Electroporation-mediated gene delivery

Abstract

Electroporation has been used extensively to transfer DNA to bacteria, yeast, and mammalian cells in culture for the past 30 years. Over this time, numerous advances have been made, from using fields to facilitate cell fusion, delivery of chemotherapeutic drugs to cells and tissues, and most importantly, gene and drug delivery in living tissues from rodents to man. Electroporation uses electrical fields to transiently destabilize the membrane allowing the entry of normally impermeable macromolecules into the cytoplasm. Surprisingly, at the appropriate field strengths, the application of these fields to tissues results in little, if any, damage or trauma. Indeed, electroporation has even been used successfully in human trials for gene delivery for the treatment of tumors and for vaccine development. Electroporation can lead to between 100 and 1000-fold increases in gene delivery and expression and can also increase both the distribution of cells taking up and expressing the DNA as well as the absolute amount of gene product per cell (likely due to increased delivery of plasmids into each cell). Effective electroporation depends on electric field parameters, electrode design, the tissues and cells being targeted, and the plasmids that are being transferred themselves. Most importantly, there is no single combination of these variables that leads to greatest efficacy in every situation; optimization is required in every new setting. Electroporation-mediated in vivo gene delivery has proven highly effective in vaccine production, transgene expression, enzyme replacement, and control of a variety of cancers. Almost any tissue can be targeted with electroporation, including muscle, skin, heart, liver, lung, and vasculature. This chapter will provide an overview of the theory of electroporation for the delivery of DNA both in individual cells and in tissues and its application for in vivo gene delivery in a number of animal models.

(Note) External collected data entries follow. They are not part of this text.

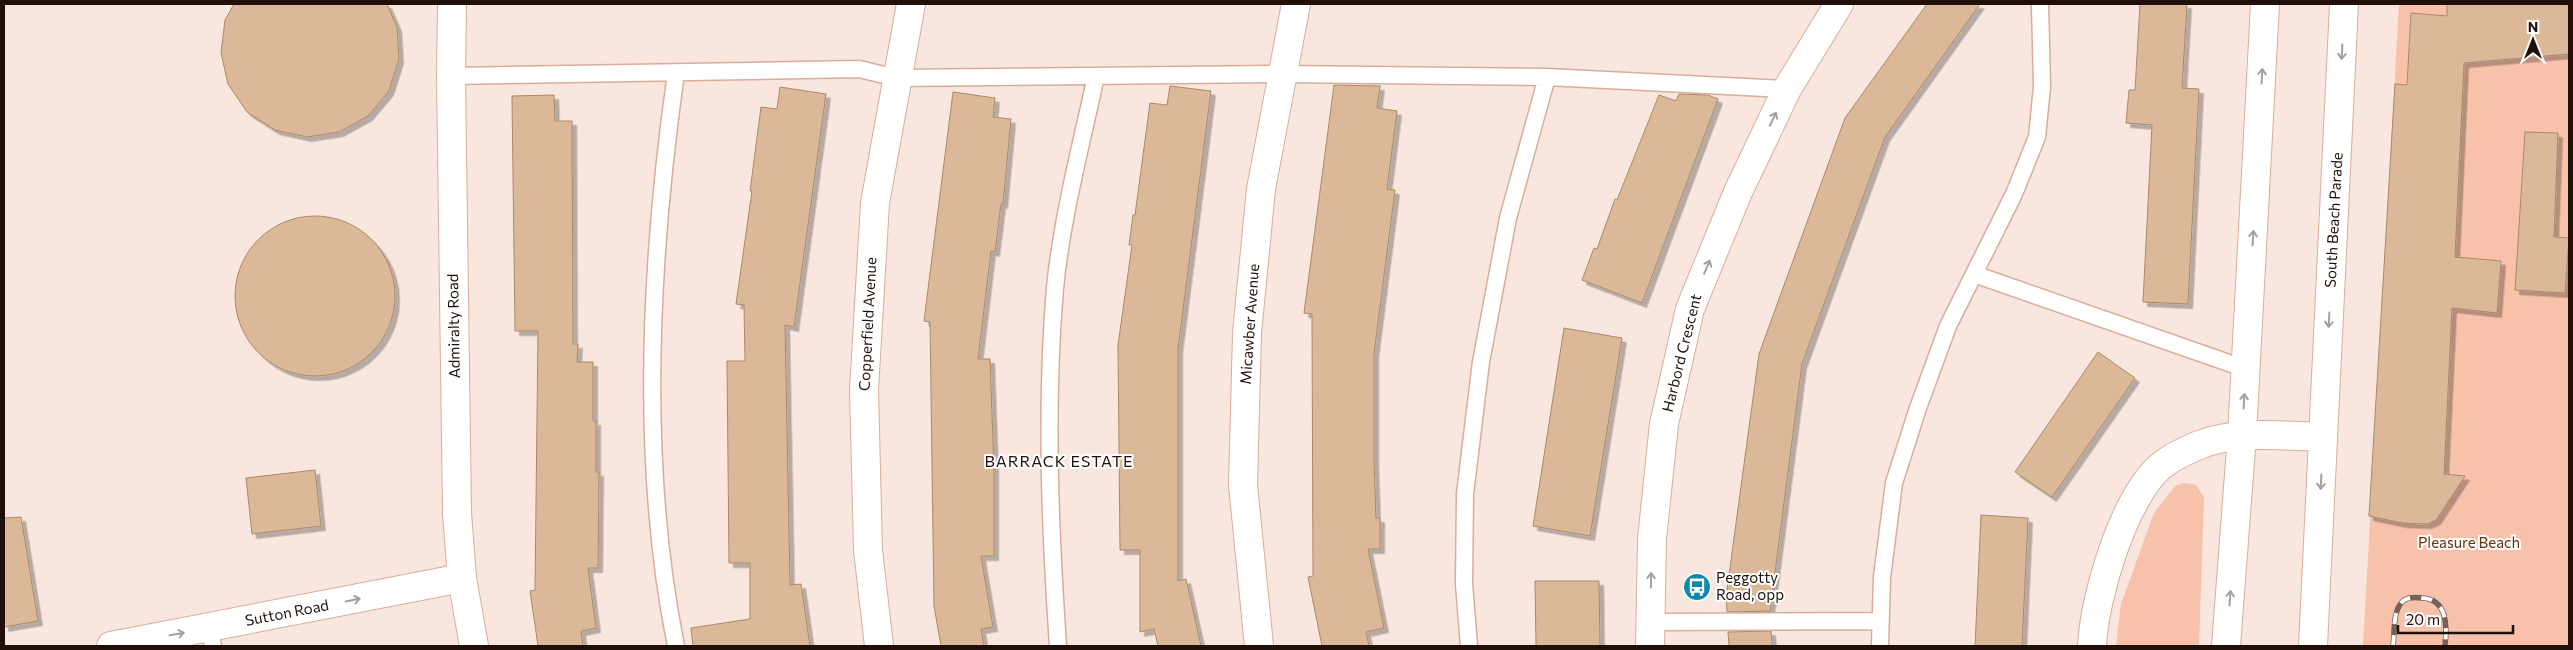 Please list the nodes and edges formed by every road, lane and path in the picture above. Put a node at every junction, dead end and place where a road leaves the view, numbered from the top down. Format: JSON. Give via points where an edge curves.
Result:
{"nodes":[{"id":1,"x":452,"y":4,"type":"edge"},
{"id":2,"x":911,"y":4,"type":"edge"},
{"id":3,"x":1296,"y":4,"type":"edge"},
{"id":4,"x":1839,"y":4,"type":"edge"},
{"id":5,"x":2040,"y":4,"type":"edge"},
{"id":6,"x":2266,"y":4,"type":"edge"},
{"id":7,"x":2344,"y":4,"type":"edge"},
{"id":8,"x":676,"y":73,"type":"junction"},
{"id":9,"x":1284,"y":74,"type":"junction"},
{"id":10,"x":451,"y":76,"type":"junction"},
{"id":11,"x":1096,"y":76,"type":"junction"},
{"id":12,"x":1547,"y":77,"type":"junction"},
{"id":13,"x":897,"y":78,"type":"junction"},
{"id":14,"x":1787,"y":89,"type":"junction"},
{"id":15,"x":1974,"y":274,"type":"junction"},
{"id":16,"x":2246,"y":369,"type":"junction"},
{"id":17,"x":2242,"y":435,"type":"junction"},
{"id":18,"x":2323,"y":437,"type":"junction"},
{"id":19,"x":462,"y":578,"type":"junction"},
{"id":20,"x":1880,"y":621,"type":"junction"},
{"id":21,"x":1650,"y":634,"type":"edge"},
{"id":22,"x":211,"y":637,"type":"edge"},
{"id":23,"x":112,"y":646,"type":"edge"},
{"id":24,"x":474,"y":646,"type":"edge"},
{"id":25,"x":676,"y":646,"type":"edge"},
{"id":26,"x":879,"y":646,"type":"edge"},
{"id":27,"x":1058,"y":646,"type":"edge"},
{"id":28,"x":1259,"y":646,"type":"edge"},
{"id":29,"x":1470,"y":646,"type":"edge"},
{"id":30,"x":1880,"y":646,"type":"edge"},
{"id":31,"x":2092,"y":646,"type":"edge"},
{"id":32,"x":2226,"y":646,"type":"edge"},
{"id":33,"x":2313,"y":646,"type":"edge"}],
"edges":[{"from":1,"to":10,"type":"street","name":"Admiralty Road"},
{"from":2,"to":13,"type":"street","name":"Copperfield Avenue"},
{"from":3,"to":9,"type":"street","name":"Micawber Avenue"},
{"from":4,"to":14,"type":"street","name":"Harbord Crescent"},
{"from":5,"to":15,"type":"lane","via":[[2042,87],[2037,137],[2014,194]]},
{"from":16,"to":6,"type":"street","one_way":true},
{"from":7,"to":18,"type":"street","name":"South Beach Parade","one_way":true},
{"from":8,"to":10,"type":"lane"},
{"from":8,"to":13,"type":"lane","via":[[859,69]]},
{"from":8,"to":25,"type":"lane","via":[[663,168],[653,332],[660,531]]},
{"from":9,"to":11,"type":"lane"},
{"from":9,"to":12,"type":"lane"},
{"from":9,"to":28,"type":"street","name":"Micawber Avenue","via":[[1261,189],[1247,333],[1243,485]]},
{"from":10,"to":19,"type":"street","name":"Admiralty Road","via":[[457,513]]},
{"from":11,"to":13,"type":"lane"},
{"from":11,"to":27,"type":"lane","via":[[1055,287],[1050,402],[1053,570]]},
{"from":12,"to":14,"type":"lane"},
{"from":12,"to":29,"type":"lane","via":[[1508,218],[1481,362],[1465,494],[1464,584]]},
{"from":13,"to":26,"type":"street","name":"Copperfield Avenue","via":[[875,203],[864,390],[868,550]]},
{"from":21,"to":14,"type":"street","name":"Harbord Crescent","one_way":true,"via":[[1652,539],[1664,424],[1690,309],[1738,192]]},
{"from":15,"to":16,"type":"lane"},
{"from":15,"to":20,"type":"lane","via":[[1948,326],[1894,483]]},
{"from":17,"to":16,"type":"street","one_way":true},
{"from":17,"to":18,"type":"street"},
{"from":17,"to":31,"type":"street","via":[[2199,445],[2162,465],[2139,493],[2115,546],[2093,627]]},
{"from":32,"to":17,"type":"street","one_way":true},
{"from":18,"to":33,"type":"street","name":"South Beach Parade","one_way":true},
{"from":22,"to":19,"type":"street","name":"Sutton Road","one_way":true},
{"from":19,"to":24,"type":"street","name":"Admiralty Road"},
{"from":20,"to":21,"type":"lane"},
{"from":20,"to":30,"type":"lane"},
{"from":23,"to":22,"type":"street","name":"Sutton Road","one_way":true}]} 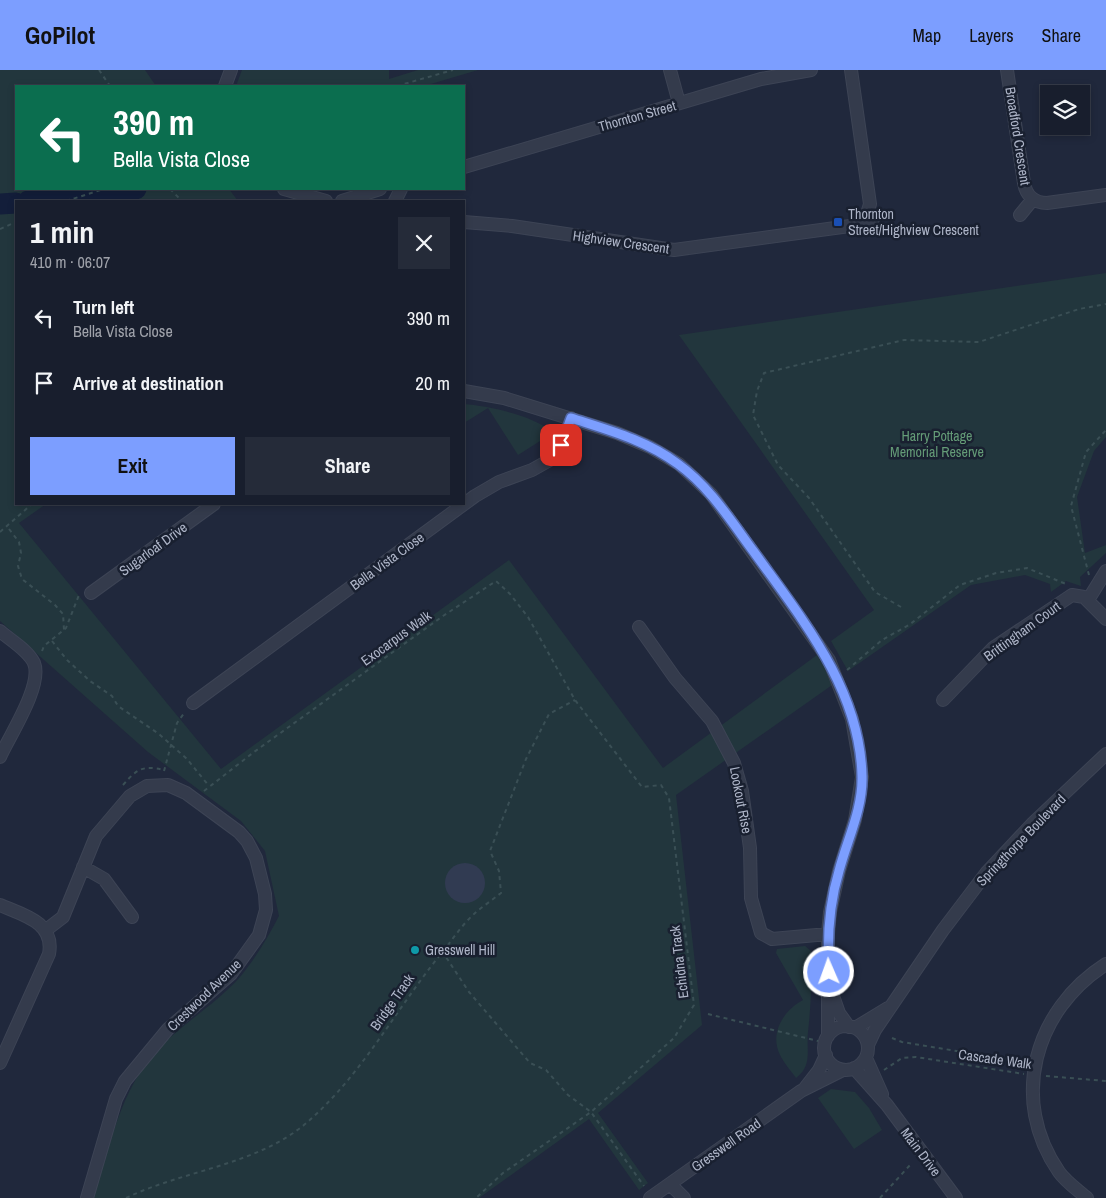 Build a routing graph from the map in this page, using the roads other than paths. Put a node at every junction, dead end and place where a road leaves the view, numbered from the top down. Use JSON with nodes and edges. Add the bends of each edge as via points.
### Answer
{"nodes":[{"id":1,"x":231,"y":70,"type":"edge"},
{"id":2,"x":670,"y":70,"type":"edge"},
{"id":3,"x":812,"y":70,"type":"edge"},
{"id":4,"x":850,"y":70,"type":"edge"},
{"id":5,"x":1007,"y":70,"type":"edge"},
{"id":6,"x":225,"y":85,"type":"edge"},
{"id":7,"x":680,"y":103,"type":"junction"},
{"id":8,"x":465,"y":166,"type":"edge"},
{"id":9,"x":288,"y":190,"type":"edge"},
{"id":10,"x":375,"y":194,"type":"edge"},
{"id":11,"x":1106,"y":195,"type":"edge"},
{"id":12,"x":1033,"y":199,"type":"junction"},
{"id":13,"x":322,"y":200,"type":"edge"},
{"id":14,"x":347,"y":200,"type":"edge"},
{"id":15,"x":1020,"y":215,"type":"dead end"},
{"id":16,"x":865,"y":218,"type":"junction"},
{"id":17,"x":465,"y":222,"type":"edge"},
{"id":18,"x":879,"y":230,"type":"dead end"},
{"id":19,"x":465,"y":391,"type":"edge"},
{"id":20,"x":571,"y":418,"type":"junction"},
{"id":21,"x":465,"y":503,"type":"edge"},
{"id":22,"x":213,"y":505,"type":"edge"},
{"id":23,"x":463,"y":505,"type":"edge"},
{"id":24,"x":1106,"y":571,"type":"edge"},
{"id":25,"x":91,"y":593,"type":"road end"},
{"id":26,"x":1090,"y":595,"type":"junction"},
{"id":27,"x":1106,"y":619,"type":"edge"},
{"id":28,"x":639,"y":628,"type":"dead end"},
{"id":29,"x":0,"y":631,"type":"edge"},
{"id":30,"x":943,"y":700,"type":"dead end"},
{"id":31,"x":193,"y":703,"type":"road end"},
{"id":32,"x":1106,"y":754,"type":"edge"},
{"id":33,"x":0,"y":756,"type":"edge"},
{"id":34,"x":83,"y":867,"type":"junction"},
{"id":35,"x":0,"y":905,"type":"edge"},
{"id":36,"x":132,"y":917,"type":"dead end"},
{"id":37,"x":46,"y":930,"type":"junction"},
{"id":38,"x":828,"y":934,"type":"junction"},
{"id":39,"x":1106,"y":964,"type":"edge"},
{"id":40,"x":829,"y":986,"type":"junction"},
{"id":41,"x":892,"y":1005,"type":"junction"},
{"id":42,"x":852,"y":1028,"type":"junction"},
{"id":43,"x":826,"y":1044,"type":"junction"},
{"id":44,"x":867,"y":1052,"type":"junction"},
{"id":45,"x":0,"y":1063,"type":"edge"},
{"id":46,"x":849,"y":1069,"type":"junction"},
{"id":47,"x":802,"y":1091,"type":"junction"},
{"id":48,"x":887,"y":1105,"type":"junction"},
{"id":49,"x":670,"y":1184,"type":"junction"},
{"id":50,"x":651,"y":1197,"type":"edge"},
{"id":51,"x":87,"y":1198,"type":"edge"},
{"id":52,"x":684,"y":1198,"type":"edge"},
{"id":53,"x":956,"y":1198,"type":"edge"},
{"id":54,"x":1087,"y":1198,"type":"edge"}],
"edges":[{"from":1,"to":6,"type":"street"},
{"from":2,"to":7,"type":"street"},
{"from":3,"to":7,"type":"street","name":"Thornton Street","via":[[761,79]]},
{"from":4,"to":16,"type":"street","via":[[870,204]]},
{"from":5,"to":12,"type":"street","name":"Broadford Crescent","via":[[1025,189]]},
{"from":7,"to":8,"type":"street","name":"Thornton Street"},
{"from":9,"to":13,"type":"street"},
{"from":10,"to":14,"type":"street"},
{"from":11,"to":12,"type":"street","name":"Broadford Crescent","via":[[1047,203]]},
{"from":12,"to":15,"type":"street","name":"Broadford Crescent"},
{"from":16,"to":17,"type":"street","name":"Highview Crescent","via":[[851,226],[674,250]]},
{"from":16,"to":18,"type":"street"},
{"from":19,"to":20,"type":"street","via":[[504,398]]},
{"from":20,"to":21,"type":"street","name":"Bella Vista Close","via":[[561,445],[548,461],[499,482]]},
{"from":20,"to":38,"type":"street","via":[[650,447],[679,464],[702,484],[807,627],[837,678],[852,719],[862,777],[855,820],[834,889]]},
{"from":22,"to":25,"type":"street","name":"Sugarloaf Drive"},
{"from":23,"to":31,"type":"street","name":"Bella Vista Close"},
{"from":24,"to":26,"type":"street"},
{"from":26,"to":27,"type":"street"},
{"from":26,"to":30,"type":"street","name":"Brittingham Court","via":[[1072,595],[1005,639]]},
{"from":28,"to":38,"type":"street","name":"Lookout Rise","via":[[675,678],[712,720],[734,763],[742,791],[750,848],[751,898],[761,933],[772,939]]},
{"from":29,"to":33,"type":"street","via":[[34,663],[35,684]]},
{"from":32,"to":41,"type":"street","name":"Springthorpe Boulevard","via":[[987,872],[942,930]]},
{"from":34,"to":36,"type":"street","via":[[104,879]]},
{"from":34,"to":37,"type":"street","via":[[63,917]]},
{"from":34,"to":51,"type":"street","name":"Crestwood Avenue","via":[[96,836],[121,805],[140,789],[160,784],[180,789],[239,832],[250,846],[258,865],[265,894],[265,918],[237,968],[168,1029],[125,1081],[116,1098]]},
{"from":35,"to":37,"type":"street","via":[[38,922]]},
{"from":37,"to":45,"type":"street","via":[[49,954]]},
{"from":38,"to":40,"type":"street"},
{"from":39,"to":54,"type":"street","via":[[1090,974],[1057,1011],[1044,1036],[1034,1070],[1036,1127],[1061,1174]]},
{"from":40,"to":42,"type":"street","via":[[839,1013]]},
{"from":40,"to":43,"type":"street"},
{"from":41,"to":42,"type":"street","name":"Springthorpe Boulevard"},
{"from":41,"to":44,"type":"street","name":"Springthorpe Boulevard"},
{"from":42,"to":43,"type":"street","via":[[838,1028]]},
{"from":42,"to":44,"type":"street","via":[[861,1032]]},
{"from":43,"to":46,"type":"street","via":[[833,1065]]},
{"from":43,"to":47,"type":"street","name":"Gresswell Road","via":[[819,1070]]},
{"from":44,"to":46,"type":"street"},
{"from":44,"to":48,"type":"street","name":"Main Drive"},
{"from":46,"to":47,"type":"street","name":"Gresswell Road"},
{"from":46,"to":48,"type":"street","name":"Main Drive"},
{"from":47,"to":49,"type":"street","name":"Gresswell Road"},
{"from":48,"to":53,"type":"street","name":"Main Drive"},
{"from":49,"to":50,"type":"street","name":"Gresswell Road"},
{"from":49,"to":52,"type":"street"}]}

Keywords: Electric field; Electropermeabilization; Electroporation; Endocytosis; Intracellular trafficking; Physical methods; Transfection; Vaccines.

Figure 1. Model for electropermeabilization and electroporation

(A) The presence of an applied electric field induces movement of and redistribution of macromolecular dipoles within and outside the cell, resulting in accumulation of charges across the membrane. Once the transmembrane potential exceeds the dielectric strength of the membrane, transient permeation events occur, generating small hydrophilic pores that stabilize and coalesce into larger pores to allow movement of large molecules such as DNA. (B) The permeabilization of the cell induced by the electric field occurs differentially with respect to pore size: a number of small pores are formed at both poles of the cell, but larger pores capable of allowing DNA entry only form at the anode-facing pole. Modified from Somiari et al. (2000) and Escoffre, Rols, et al. (2011).

Figure 2. Molecular dynamics solution of the formation of hydrophilic water channels in a membrane in response to an applied electric field

Snapshots of the time evolution of water–lipid–water configurations under an external electric field of 500 MV/m. Panels (left to right) are 5.8, 6.7, and 7.3 ns from the start of the simulation with both water molecules (oxygen—red, hydrogen—gray) and lipid molecules (phosphorus—yellow, nitrogen—blue, lipid tail groups—silver) displayed. Reprinted with permission from Tokman et al. (2013). (For interpretation of the references to color in this figure legend see the color plate.)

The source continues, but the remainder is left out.